Extracted data entries
- - -
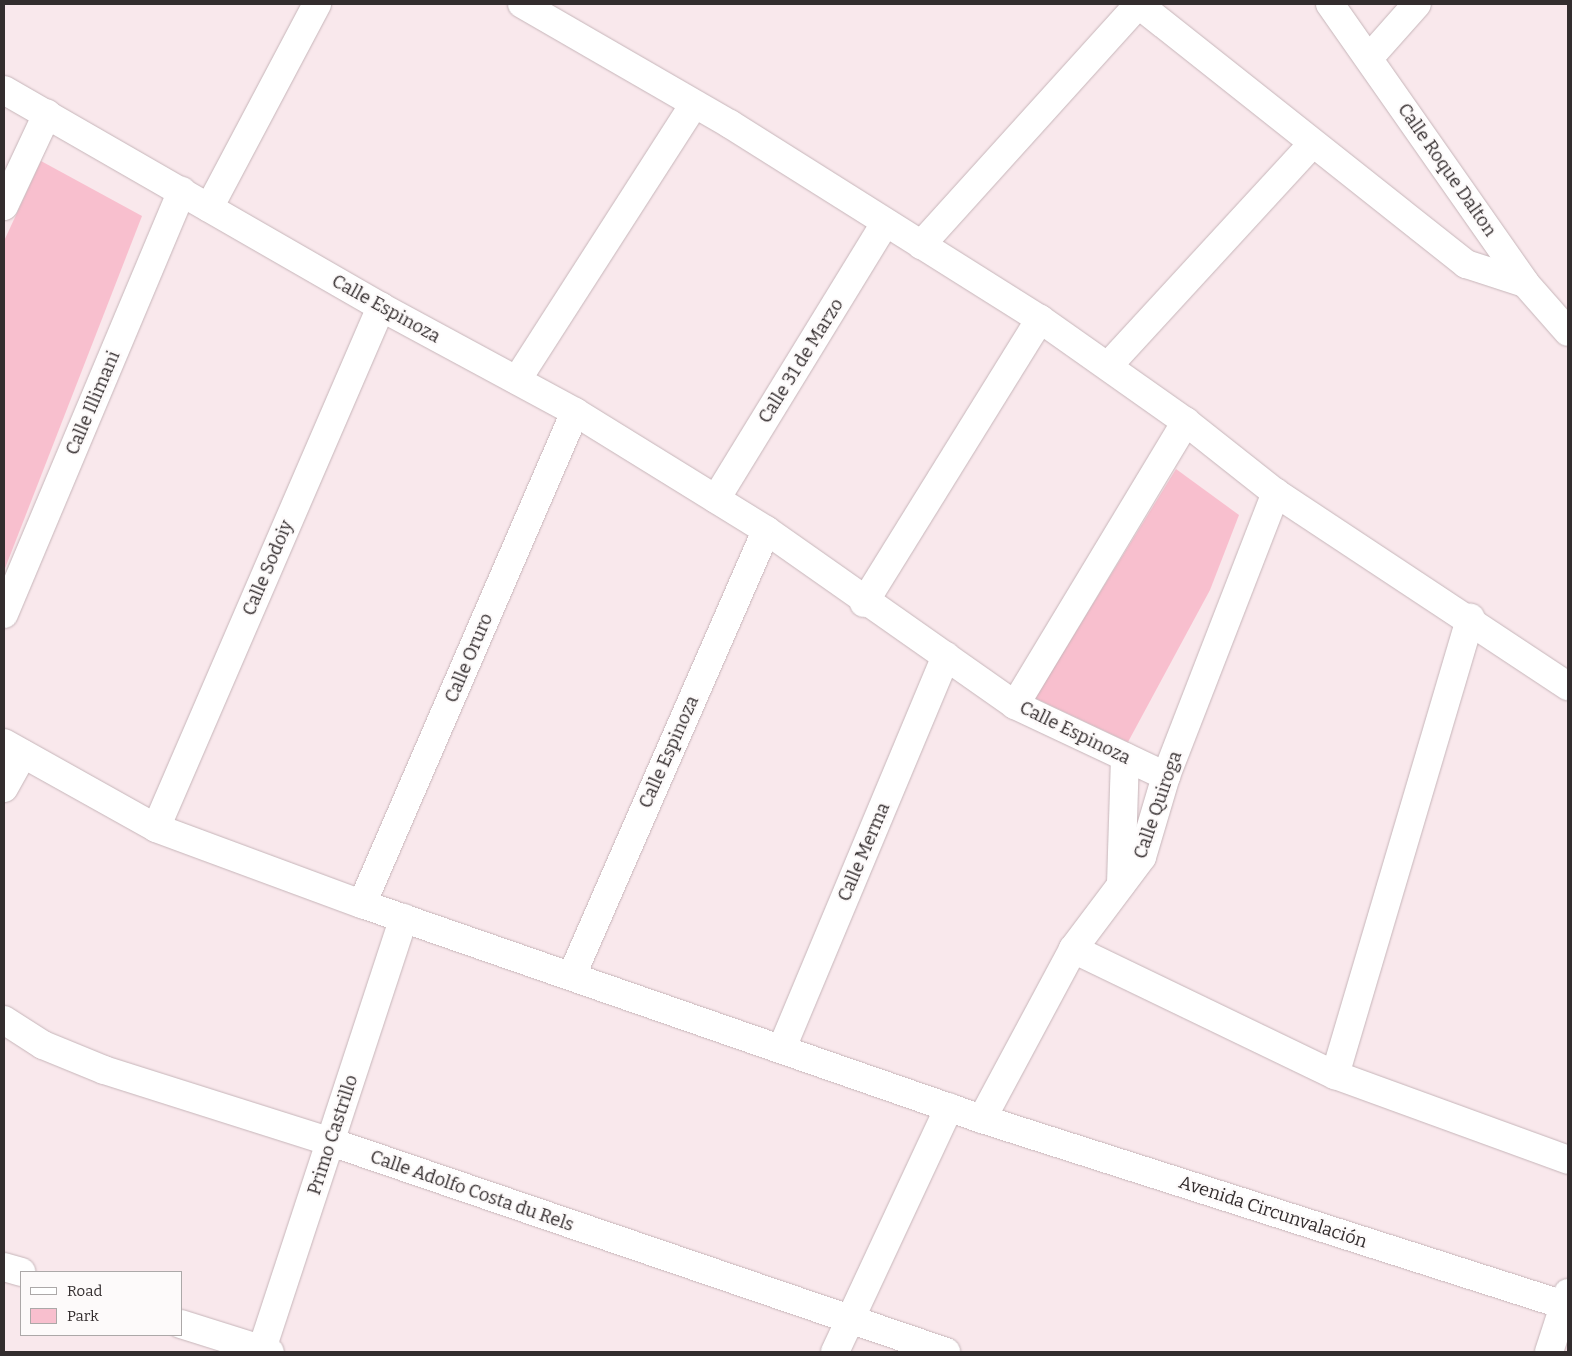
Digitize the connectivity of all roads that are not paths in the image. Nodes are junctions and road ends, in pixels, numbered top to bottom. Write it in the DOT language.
graph roads {
  1 [pos="317,4"];
  2 [pos="522,4"];
  3 [pos="1138,4"];
  4 [pos="1330,4"];
  5 [pos="1417,4"];
  6 [pos="1369,58"];
  7 [pos="4,90"];
  8 [pos="693,106"];
  9 [pos="47,114"];
  10 [pos="1311,145"];
  11 [pos="182,191"];
  12 [pos="4,206"];
  13 [pos="209,208"];
  14 [pos="886,223"];
  15 [pos="921,245"];
  16 [pos="1525,283"];
  17 [pos="381,307"];
  18 [pos="1040,318"];
  19 [pos="1568,332"];
  20 [pos="1108,366"];
  21 [pos="516,380"];
  22 [pos="575,412"];
  23 [pos="1186,422"];
  24 [pos="1276,493"];
  25 [pos="716,499"];
  26 [pos="766,530"];
  27 [pos="864,603"];
  28 [pos="4,614"];
  29 [pos="1470,618"];
  30 [pos="946,656"];
  31 [pos="1568,686"];
  32 [pos="1015,705"];
  33 [pos="13,748"];
  34 [pos="1125,757"];
  35 [pos="1166,776"];
  36 [pos="4,788"];
  37 [pos="156,828"];
  38 [pos="1121,884"];
  39 [pos="362,904"];
  40 [pos="404,918"];
  41 [pos="1073,949"];
  42 [pos="572,975"];
  43 [pos="4,1020"];
  44 [pos="782,1048"];
  45 [pos="1335,1076"];
  46 [pos="949,1107"];
  47 [pos="982,1119"];
  48 [pos="331,1142"];
  49 [pos="1568,1160"];
  50 [pos="4,1266"];
  51 [pos="20,1271"];
  52 [pos="1566,1299"];
  53 [pos="849,1321"];
  54 [pos="182,1324"];
  55 [pos="265,1351"];
  56 [pos="835,1352"];
  57 [pos="946,1352"];
  58 [pos="1549,1352"];
  1 -- 13 [label="street"];
  2 -- 8 [label="street"];
  3 -- 10 [label="street"];
  3 -- 15 [label="street"];
  4 -- 6 [label="street, Calle Roque Dalton"];
  5 -- 6 [label="street"];
  6 -- 16 [label="street, Calle Roque Dalton"];
  7 -- 9 [label="street, Calle Espinoza"];
  8 -- 14 [label="street"];
  8 -- 21 [label="street"];
  9 -- 11 [label="street, Calle Espinoza"];
  9 -- 12 [label="street"];
  10 -- 16 [label="street"];
  10 -- 20 [label="street"];
  11 -- 13 [label="street, Calle Espinoza"];
  11 -- 28 [label="street, Calle Illimani"];
  13 -- 17 [label="street, Calle Espinoza"];
  14 -- 15 [label="street"];
  14 -- 25 [label="street, Calle 31 de Marzo"];
  15 -- 18 [label="street"];
  16 -- 19 [label="street, Calle Roque Dalton"];
  17 -- 21 [label="street, Calle Espinoza"];
  17 -- 37 [label="street, Calle Sodoiy"];
  18 -- 20 [label="street"];
  18 -- 27 [label="street"];
  20 -- 23 [label="street"];
  21 -- 22 [label="street, Calle Espinoza"];
  22 -- 25 [label="street, Calle Espinoza"];
  22 -- 39 [label="street, Calle Oruro"];
  23 -- 24 [label="street"];
  23 -- 32 [label="street"];
  24 -- 29 [label="street"];
  24 -- 35 [label="street, Calle Quiroga"];
  25 -- 26 [label="street, Calle Espinoza"];
  26 -- 27 [label="street, Calle Espinoza"];
  26 -- 42 [label="street, Calle Espinoza"];
  27 -- 30 [label="street, Calle Espinoza"];
  29 -- 31 [label="street"];
  29 -- 45 [label="street"];
  30 -- 32 [label="street, Calle Espinoza"];
  30 -- 44 [label="street, Calle Merma"];
  32 -- 34 [label="street, Calle Espinoza"];
  33 -- 36 [label="street"];
  33 -- 37 [label="street, Avenida Circunvalación"];
  34 -- 35 [label="street, Calle Espinoza"];
  34 -- 38 [label="street"];
  35 -- 38 [label="street, Calle Quiroga"];
  37 -- 39 [label="street, Avenida Circunvalación"];
  38 -- 41 [label="street, Calle Quiroga"];
  39 -- 40 [label="street, Avenida Circunvalación"];
  40 -- 42 [label="street, Avenida Circunvalación"];
  40 -- 48 [label="street, Primo Castrillo"];
  41 -- 45 [label="street"];
  41 -- 47 [label="street, Calle Quiroga"];
  42 -- 44 [label="street, Avenida Circunvalación"];
  43 -- 48 [label="street, Calle Adolfo Costa du Rels"];
  44 -- 46 [label="street, Avenida Circunvalación"];
  45 -- 49 [label="street"];
  46 -- 47 [label="street, Avenida Circunvalación"];
  46 -- 53 [label="street"];
  47 -- 52 [label="street, Avenida Circunvalación"];
  48 -- 53 [label="street, Calle Adolfo Costa du Rels"];
  48 -- 55 [label="street, Primo Castrillo"];
  50 -- 51 [label="street"];
  52 -- 58 [label="street"];
  53 -- 56 [label="street"];
  53 -- 57 [label="street, Calle Adolfo Costa du Rels"];
  54 -- 55 [label="street"];
}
- - -
Go through the records above and copy every line holding the word "Costa".

> _Exercise solution_
  43 -- 48 [label="street, Calle Adolfo Costa du Rels"];
  48 -- 53 [label="street, Calle Adolfo Costa du Rels"];
  53 -- 57 [label="street, Calle Adolfo Costa du Rels"];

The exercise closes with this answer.